Max let out a sharp whistle, cutting through the tension. "Hey. The 'professor' called my number last match and I got a brace. If he says he can muck up their gears, I'm listening." He clapped Leo on the shoulder, a solid, supportive thump. "Just try not to get actually murdered, yeah?"

Perez, the silent monolith, was staring at the floor. Suddenly, he spoke, his voice a dry rasp from disuse. "They pass through the middle. If he draws them… it creates space on the wings." He looked up, his eyes bloodshot but clear. "It could work."

It was the first tactical input Perez had offered in weeks. The room quieted, surprised.

Steve, sitting in the corner, had gone very still. The news of the starting lineup seemed to have frozen him. He was staring at his Emerald College transfer papers, which he'd been using as a bookmark, now visible in his playbook.

"They hate unpredictability," he mumbled, almost to himself. "Their coach calls it 'undisciplined entropy.'" All heads turned to him. He flinched, realizing he'd spoken aloud. "I just mean… Leo's right. It's their only real flaw. They never learned to play against a street game."

King finally turned. He looked at Steve, then at Leo, then at Arkady. A complex calculation was happening behind his grey eyes. The risk to his service. The potential reward. The insult of the strategy being built around someone else's chaos.

"Fine," he said, the word slicing the air. He pulled his jersey off the hanger. "But if your 'anomaly' costs us this Cup. Let's just say it won't be nice for either of us."

The threat hung in the air, real and physical.

Leo met his gaze, adjusting his glasses. His eyes weren't on King, they were on the speedster among them. "You sure you're okay, Thomas?"

Thomas stretched his legs. "Yeah, I've been cleared. I love what you're offering, it could impress scouts."

The training that followed was brutal, surreal, and focused. While the team ran shape drills, Arkady pulled Leo aside with Frank and Perez.

"Show me," Arkady commanded.

Leo, with Frank simulating the first press and Perez as the covering defender, demonstrated. He didn't try to turn Frank. He took the pass, let Frank commit, then used a frantic, almost ugly drag-back that put him closer to Frank, disrupting the big midfielder's balance, before poking the ball through the gap between Frank's legs to an imaginary runner.

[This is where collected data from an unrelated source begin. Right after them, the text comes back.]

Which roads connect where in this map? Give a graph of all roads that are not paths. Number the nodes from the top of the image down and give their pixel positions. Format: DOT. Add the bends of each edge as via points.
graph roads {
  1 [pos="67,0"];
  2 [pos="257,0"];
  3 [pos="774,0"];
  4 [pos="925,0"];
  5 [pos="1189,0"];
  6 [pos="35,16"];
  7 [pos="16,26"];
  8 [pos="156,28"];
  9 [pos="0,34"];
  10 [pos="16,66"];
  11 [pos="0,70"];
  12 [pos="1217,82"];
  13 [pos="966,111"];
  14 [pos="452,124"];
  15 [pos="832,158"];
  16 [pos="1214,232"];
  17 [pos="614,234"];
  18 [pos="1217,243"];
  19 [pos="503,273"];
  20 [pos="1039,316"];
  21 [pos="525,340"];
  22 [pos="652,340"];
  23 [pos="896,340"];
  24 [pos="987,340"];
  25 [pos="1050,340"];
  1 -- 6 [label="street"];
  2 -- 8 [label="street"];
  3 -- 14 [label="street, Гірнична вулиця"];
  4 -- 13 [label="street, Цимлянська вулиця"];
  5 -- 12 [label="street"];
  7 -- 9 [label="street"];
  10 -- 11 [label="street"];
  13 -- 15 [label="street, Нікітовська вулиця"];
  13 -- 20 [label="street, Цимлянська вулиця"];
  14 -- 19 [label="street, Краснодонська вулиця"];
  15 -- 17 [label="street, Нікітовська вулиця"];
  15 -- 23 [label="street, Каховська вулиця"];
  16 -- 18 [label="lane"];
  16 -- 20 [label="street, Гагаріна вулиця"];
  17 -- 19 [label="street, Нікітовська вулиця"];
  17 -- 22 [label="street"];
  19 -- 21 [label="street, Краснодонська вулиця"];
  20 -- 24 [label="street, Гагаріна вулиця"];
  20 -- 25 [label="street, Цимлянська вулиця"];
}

It wasn't pretty. It was desperate, physical, and effective.

"Again," Arkady said. "Slower. You're thinking. Don't think. Be the irritant."

By the end of the session, Leo's calves were screaming, his kit was stained with turf burns from Frank's legitimate, bruising tackles, and his mind was a focused blur of angles and pressures.

As they trudged off, Max fell into step beside him, uncharacteristically serious.

"Look, genius," Max said, wiping sweat from his brow. "This 'chaos' thing. It's a hell of a idea. But you gotta know… in that first ten minutes, they're gonna test you. They're gonna come at you hard, see if the anomaly breaks. You can't flinch. You gotta lean into the first tackle. Make it hurt them."

Leo nodded, his breath coming in short gasps. He thought of Macready's brother, the ghost in the machine. He thought of the seamless, emotionless system.

"I'm not going to flinch," Leo said, his voice low. "I'm going to be the grain of sand in their perfect engine."

Max grinned, that fierce, hustler's light back in his eyes. "Alright then. Let's jam some gears."

Later, in the quiet of his room, Leo didn't review more footage. He opened his father's notebook to a fresh page. He didn't write about tactics.

He wrote a single line, in clear, deliberate letters:

"The best way to break a perfect system is to remind it that it's made of people, not machines."

He put on his glasses. The system hummed to life, but he ignored the training prompts.

[CREATE ADVERSARY HOLOGRAM. SUBJECT: EMERALD COLLEGE #7. PARAMETERS: PERPETUAL MOTION, ZERO-LATENCY DECISION.]

The ghost of the perfect forward materialized, moving with silent, gliding purpose.

Leo didn't try to defend. He just watched.

He studied the rhythm. The timing. The predictable unpredictability of a machine.

And he began to plan where, exactly, a single, stubborn grain of sand would cause the most catastrophic friction.

He was no longer the architect of a victory.

He was the architect of a collision. And in a day he would be sitting in the driver's seat.